▶ Task brief
Search the data for the string "dead" and copy each line where it turns up.

▶ Supplied information

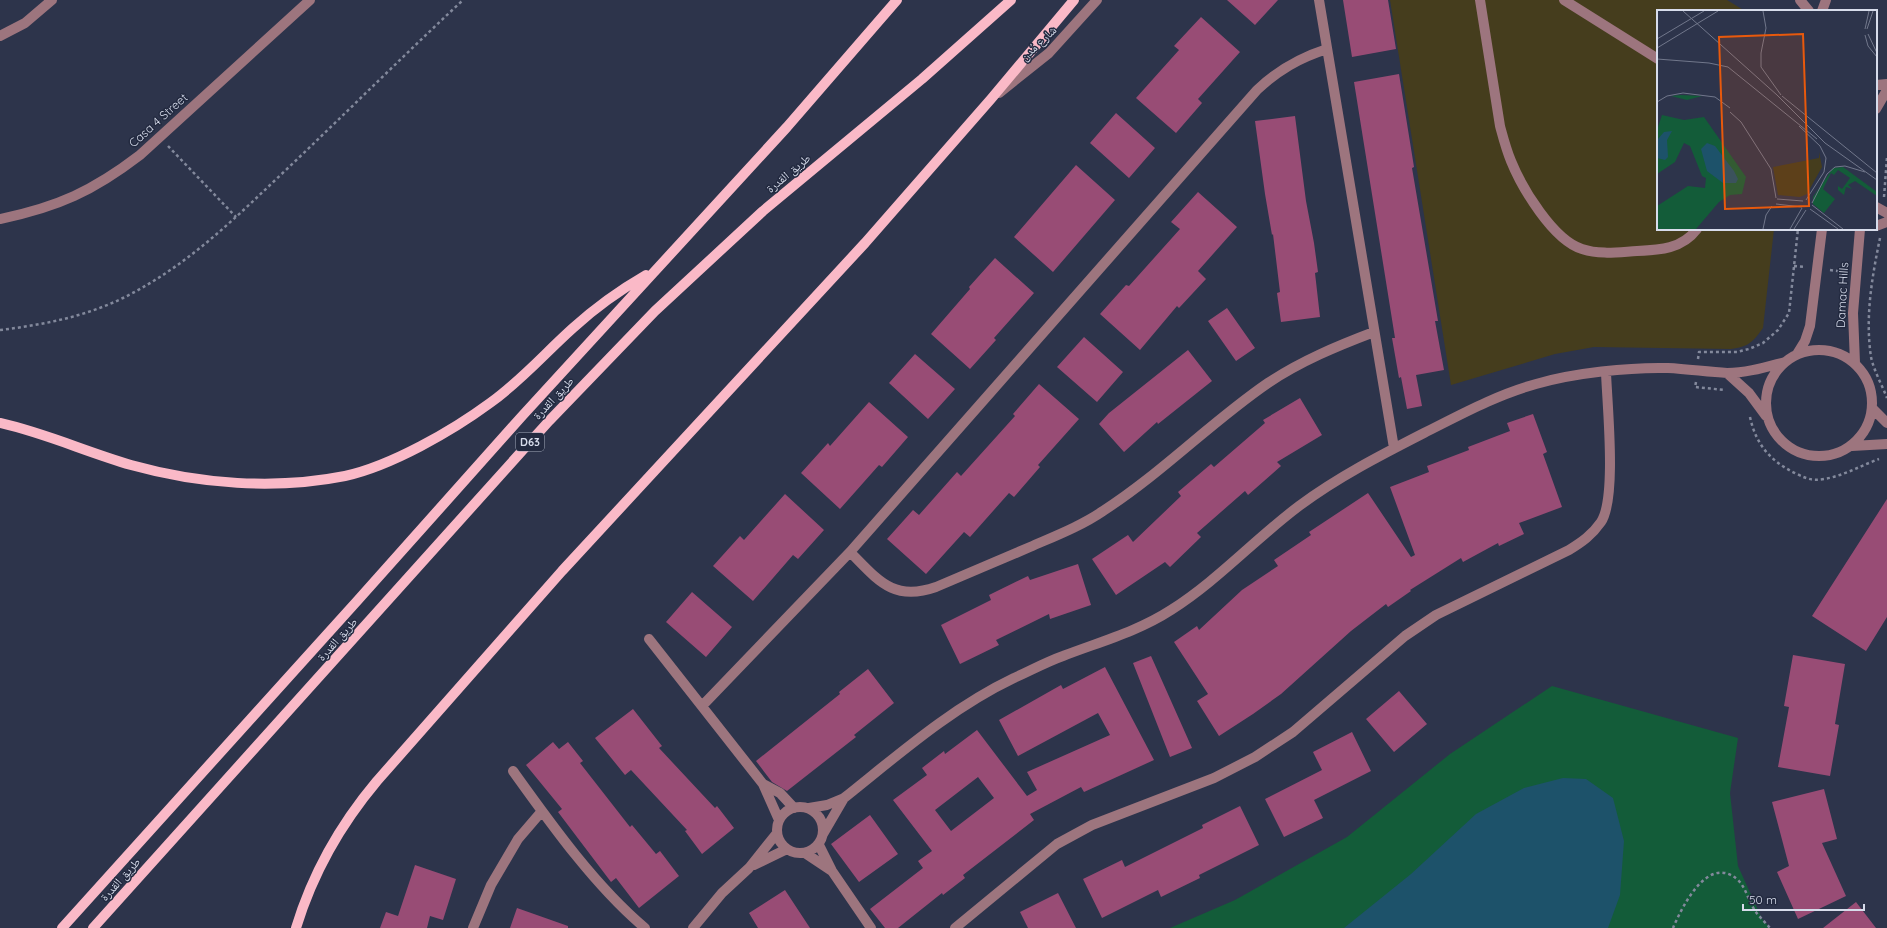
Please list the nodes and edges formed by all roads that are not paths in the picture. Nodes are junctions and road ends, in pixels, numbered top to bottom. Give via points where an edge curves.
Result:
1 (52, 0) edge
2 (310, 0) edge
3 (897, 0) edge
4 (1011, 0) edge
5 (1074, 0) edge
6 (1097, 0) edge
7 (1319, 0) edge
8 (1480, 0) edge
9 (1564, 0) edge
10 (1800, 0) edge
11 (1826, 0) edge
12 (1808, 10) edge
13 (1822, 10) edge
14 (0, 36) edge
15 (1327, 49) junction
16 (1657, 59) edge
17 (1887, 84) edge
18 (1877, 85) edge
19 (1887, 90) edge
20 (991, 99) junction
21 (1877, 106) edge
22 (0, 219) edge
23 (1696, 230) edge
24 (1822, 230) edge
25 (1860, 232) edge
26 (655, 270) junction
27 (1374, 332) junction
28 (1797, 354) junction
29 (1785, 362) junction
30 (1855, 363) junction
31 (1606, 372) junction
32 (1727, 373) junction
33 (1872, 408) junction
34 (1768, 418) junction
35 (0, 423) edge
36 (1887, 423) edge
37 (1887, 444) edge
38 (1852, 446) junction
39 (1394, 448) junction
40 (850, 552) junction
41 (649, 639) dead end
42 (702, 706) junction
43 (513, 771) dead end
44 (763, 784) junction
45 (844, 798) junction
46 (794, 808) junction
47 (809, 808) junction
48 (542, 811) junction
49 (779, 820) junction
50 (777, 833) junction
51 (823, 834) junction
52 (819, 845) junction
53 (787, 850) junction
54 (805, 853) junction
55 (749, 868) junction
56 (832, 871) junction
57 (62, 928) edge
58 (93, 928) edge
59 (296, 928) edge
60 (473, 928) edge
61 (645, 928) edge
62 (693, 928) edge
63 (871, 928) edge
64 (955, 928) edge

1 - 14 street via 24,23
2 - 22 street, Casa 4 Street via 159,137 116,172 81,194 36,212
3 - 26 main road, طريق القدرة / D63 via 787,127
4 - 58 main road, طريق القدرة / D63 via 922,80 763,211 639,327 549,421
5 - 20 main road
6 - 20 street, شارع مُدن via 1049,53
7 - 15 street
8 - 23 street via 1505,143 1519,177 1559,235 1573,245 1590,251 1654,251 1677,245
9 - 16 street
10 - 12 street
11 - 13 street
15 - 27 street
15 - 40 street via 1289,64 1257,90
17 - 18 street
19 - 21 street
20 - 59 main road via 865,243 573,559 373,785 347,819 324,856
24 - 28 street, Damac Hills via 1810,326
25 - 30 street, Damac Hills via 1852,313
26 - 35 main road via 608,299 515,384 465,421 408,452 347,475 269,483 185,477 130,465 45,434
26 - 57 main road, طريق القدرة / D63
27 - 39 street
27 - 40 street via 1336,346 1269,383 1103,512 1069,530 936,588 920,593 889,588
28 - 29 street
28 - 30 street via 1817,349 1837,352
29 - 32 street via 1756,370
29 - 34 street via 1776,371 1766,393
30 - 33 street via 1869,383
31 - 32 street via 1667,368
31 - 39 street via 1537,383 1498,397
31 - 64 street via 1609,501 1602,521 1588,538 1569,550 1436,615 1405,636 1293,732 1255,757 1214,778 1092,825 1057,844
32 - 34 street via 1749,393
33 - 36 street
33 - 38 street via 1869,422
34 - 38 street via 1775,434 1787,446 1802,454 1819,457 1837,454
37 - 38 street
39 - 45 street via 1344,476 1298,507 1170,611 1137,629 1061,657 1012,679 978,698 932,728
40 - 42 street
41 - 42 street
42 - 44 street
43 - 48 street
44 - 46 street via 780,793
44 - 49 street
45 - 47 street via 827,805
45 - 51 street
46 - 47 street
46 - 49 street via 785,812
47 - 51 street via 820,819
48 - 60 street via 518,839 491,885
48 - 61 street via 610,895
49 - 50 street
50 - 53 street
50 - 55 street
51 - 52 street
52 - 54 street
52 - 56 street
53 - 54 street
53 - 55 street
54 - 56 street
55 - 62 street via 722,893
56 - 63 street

▶ Your solution
41 (649, 639) dead end
43 (513, 771) dead end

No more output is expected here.